Dataset records:
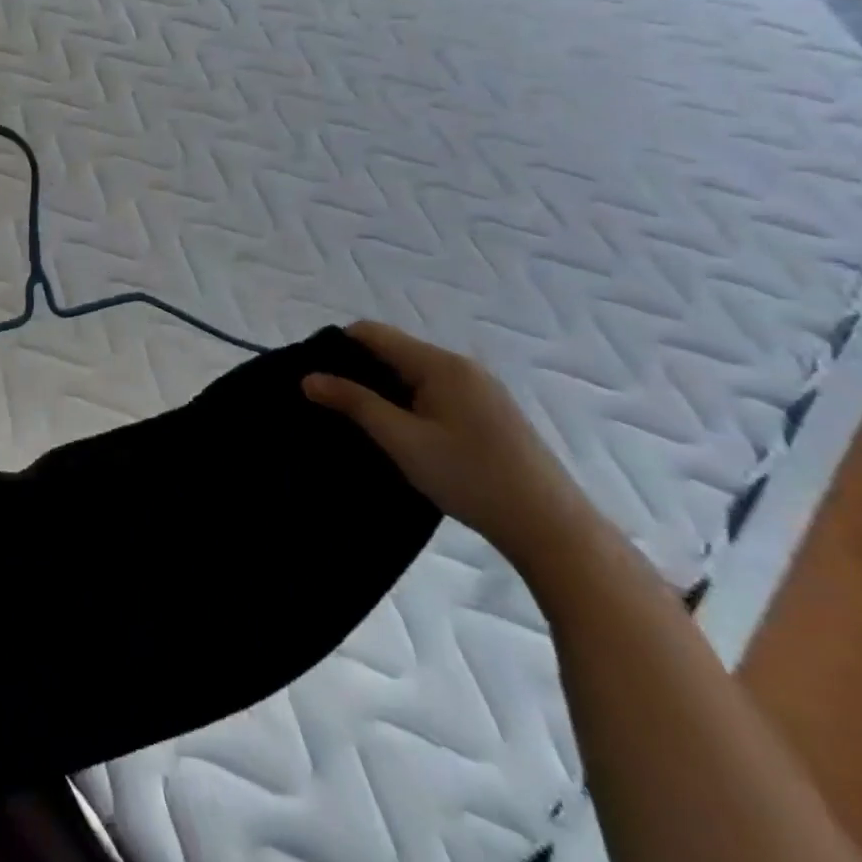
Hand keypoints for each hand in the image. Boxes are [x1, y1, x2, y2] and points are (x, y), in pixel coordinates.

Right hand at [304, 322, 602, 572]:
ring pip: (413, 374)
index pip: (372, 333)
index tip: (312, 374)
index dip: (336, 346)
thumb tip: (309, 378)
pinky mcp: (490, 413)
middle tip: (328, 400)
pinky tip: (400, 432)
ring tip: (357, 418)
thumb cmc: (470, 477)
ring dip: (382, 388)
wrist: (552, 528)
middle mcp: (461, 367)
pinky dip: (407, 401)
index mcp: (440, 364)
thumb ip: (354, 403)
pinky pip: (434, 392)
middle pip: (393, 351)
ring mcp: (480, 390)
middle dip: (357, 369)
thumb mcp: (402, 440)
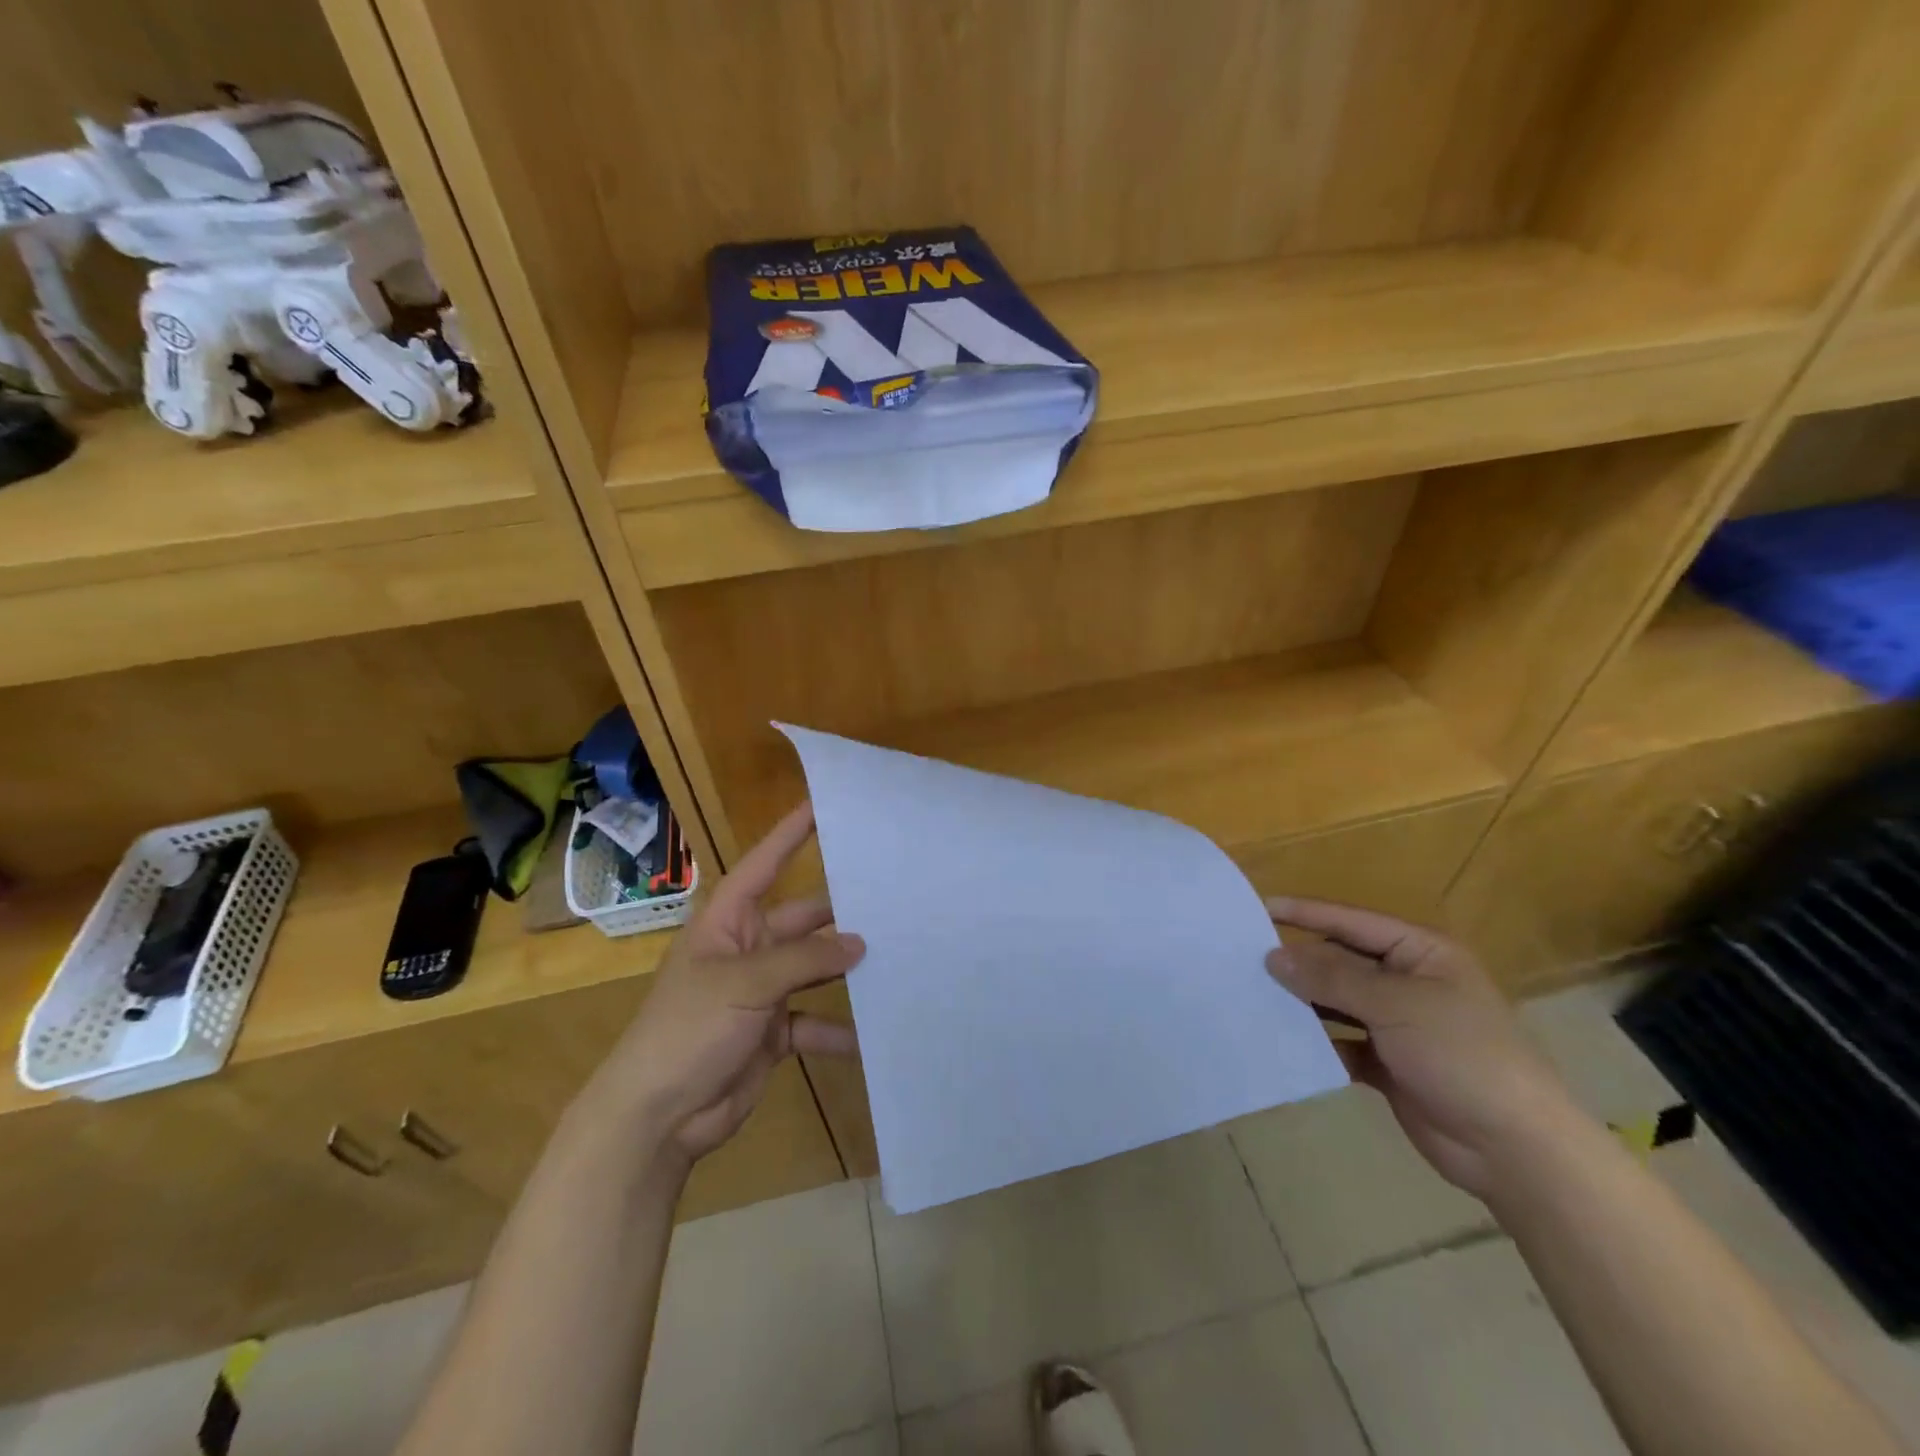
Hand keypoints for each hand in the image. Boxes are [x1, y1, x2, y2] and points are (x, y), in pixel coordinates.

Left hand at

Exercise goal:
Output only these lines, word for word: the line containing "thumb tip: (309, 378)" and every line after it through the last line of the data. Omit the pictures.

Answer to this problem:
thumb tip: (309, 378)
pinky mcp: (490, 413)
middle tip: (328, 400)
pinky tip: (400, 432)
ring tip: (357, 418)
thumb cmc: (470, 477)
ring dip: (382, 388)
wrist: (552, 528)
middle mcp: (461, 367)
pinky dip: (407, 401)
index mcp: (440, 364)
thumb ip: (354, 403)
pinky pip: (434, 392)
middle pip: (393, 351)
ring mcp: (480, 390)
middle dip: (357, 369)
thumb mcp: (402, 440)
Hand keypoints for each hand in the image. Boxes are [x1, y1, x2, y2] and points are (x, y), in pixel coordinates.

Left hand at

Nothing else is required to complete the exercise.